**Work task**. Look through the material and tally each line bearing the word "bridge". Give only the total.
──────── Supplied material
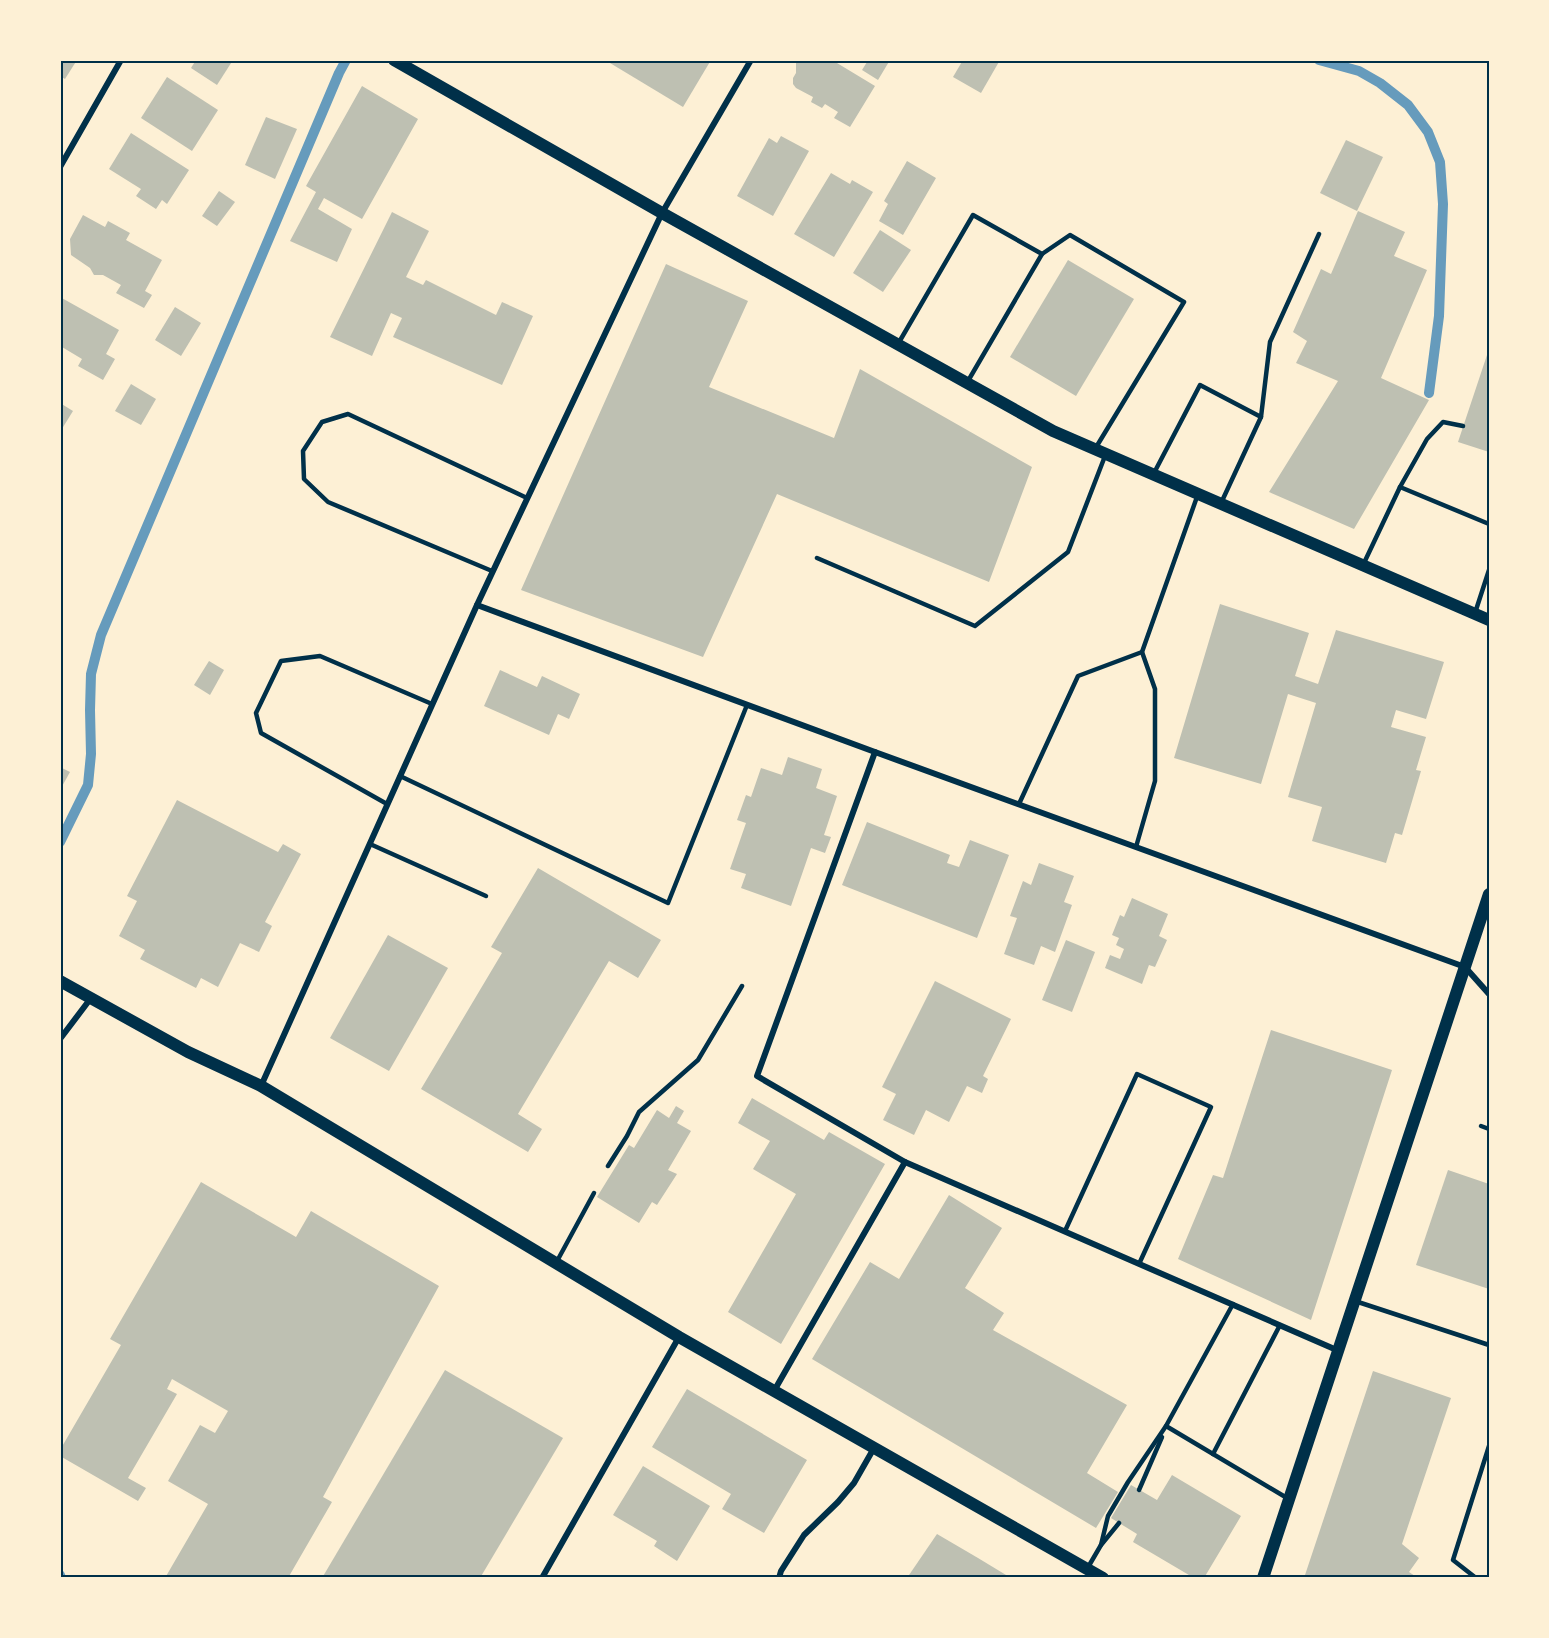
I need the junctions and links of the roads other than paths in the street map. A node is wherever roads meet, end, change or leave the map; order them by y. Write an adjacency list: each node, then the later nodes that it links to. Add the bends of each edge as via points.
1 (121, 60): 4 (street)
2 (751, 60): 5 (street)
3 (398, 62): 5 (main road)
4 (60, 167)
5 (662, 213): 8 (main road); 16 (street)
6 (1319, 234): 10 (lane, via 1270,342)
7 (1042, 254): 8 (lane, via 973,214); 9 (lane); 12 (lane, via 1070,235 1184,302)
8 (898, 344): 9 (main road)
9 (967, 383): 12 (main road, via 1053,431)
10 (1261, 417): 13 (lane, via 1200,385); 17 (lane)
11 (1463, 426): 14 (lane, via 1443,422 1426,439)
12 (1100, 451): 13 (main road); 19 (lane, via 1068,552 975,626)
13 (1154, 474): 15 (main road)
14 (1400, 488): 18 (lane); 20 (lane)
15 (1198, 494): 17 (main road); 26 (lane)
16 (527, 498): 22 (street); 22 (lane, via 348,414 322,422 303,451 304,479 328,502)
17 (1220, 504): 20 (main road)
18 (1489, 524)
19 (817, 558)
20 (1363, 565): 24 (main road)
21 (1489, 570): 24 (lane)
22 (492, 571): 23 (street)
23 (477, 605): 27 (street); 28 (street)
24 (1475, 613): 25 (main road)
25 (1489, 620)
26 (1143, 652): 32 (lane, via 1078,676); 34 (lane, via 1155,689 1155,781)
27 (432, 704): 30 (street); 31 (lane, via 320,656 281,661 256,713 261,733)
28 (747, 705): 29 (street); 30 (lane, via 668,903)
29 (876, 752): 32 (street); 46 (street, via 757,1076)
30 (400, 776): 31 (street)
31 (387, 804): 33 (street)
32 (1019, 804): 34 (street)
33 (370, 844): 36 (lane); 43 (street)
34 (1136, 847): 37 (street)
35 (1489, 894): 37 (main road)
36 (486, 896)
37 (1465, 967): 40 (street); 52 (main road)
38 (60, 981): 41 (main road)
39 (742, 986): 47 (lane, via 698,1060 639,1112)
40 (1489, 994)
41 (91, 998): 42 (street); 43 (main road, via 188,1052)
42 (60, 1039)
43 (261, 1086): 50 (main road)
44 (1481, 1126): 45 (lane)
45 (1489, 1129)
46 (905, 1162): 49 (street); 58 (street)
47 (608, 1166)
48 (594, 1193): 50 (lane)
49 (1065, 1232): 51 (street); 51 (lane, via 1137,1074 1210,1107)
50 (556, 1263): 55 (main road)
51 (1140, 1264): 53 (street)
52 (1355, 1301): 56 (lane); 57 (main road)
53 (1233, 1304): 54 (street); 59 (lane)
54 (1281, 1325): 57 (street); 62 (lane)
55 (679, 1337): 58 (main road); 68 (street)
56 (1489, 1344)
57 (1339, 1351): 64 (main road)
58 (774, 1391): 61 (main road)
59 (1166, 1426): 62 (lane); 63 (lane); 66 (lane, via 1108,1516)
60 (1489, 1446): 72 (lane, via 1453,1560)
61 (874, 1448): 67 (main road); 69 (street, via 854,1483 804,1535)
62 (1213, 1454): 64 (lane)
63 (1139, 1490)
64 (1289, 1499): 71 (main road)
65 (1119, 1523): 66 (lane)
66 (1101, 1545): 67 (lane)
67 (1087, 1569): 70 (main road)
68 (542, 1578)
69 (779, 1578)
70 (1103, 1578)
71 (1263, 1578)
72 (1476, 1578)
────────────────
──────── Supplied material
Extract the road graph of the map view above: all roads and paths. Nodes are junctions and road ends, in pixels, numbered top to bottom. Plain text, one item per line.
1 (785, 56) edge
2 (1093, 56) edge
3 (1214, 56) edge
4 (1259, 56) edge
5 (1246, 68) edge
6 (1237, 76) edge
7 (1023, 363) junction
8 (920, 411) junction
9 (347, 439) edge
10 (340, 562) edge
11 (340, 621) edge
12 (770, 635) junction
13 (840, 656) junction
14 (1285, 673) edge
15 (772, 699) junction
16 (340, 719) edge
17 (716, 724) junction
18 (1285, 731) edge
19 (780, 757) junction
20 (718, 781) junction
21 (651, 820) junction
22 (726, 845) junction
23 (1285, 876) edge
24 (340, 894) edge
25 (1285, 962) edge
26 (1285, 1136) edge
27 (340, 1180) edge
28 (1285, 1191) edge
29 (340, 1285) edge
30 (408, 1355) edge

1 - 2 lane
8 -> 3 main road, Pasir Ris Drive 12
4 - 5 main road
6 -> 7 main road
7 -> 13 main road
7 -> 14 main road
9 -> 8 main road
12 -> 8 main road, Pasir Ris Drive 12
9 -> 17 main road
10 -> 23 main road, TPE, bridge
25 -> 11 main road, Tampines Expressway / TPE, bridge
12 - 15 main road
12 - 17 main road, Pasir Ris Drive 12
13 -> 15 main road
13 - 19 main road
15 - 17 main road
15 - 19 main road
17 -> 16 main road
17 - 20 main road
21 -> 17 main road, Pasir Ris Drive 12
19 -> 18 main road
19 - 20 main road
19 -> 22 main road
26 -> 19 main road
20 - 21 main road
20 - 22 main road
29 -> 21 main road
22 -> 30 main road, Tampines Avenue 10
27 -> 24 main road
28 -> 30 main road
────────────────
**Exercise answer**. 2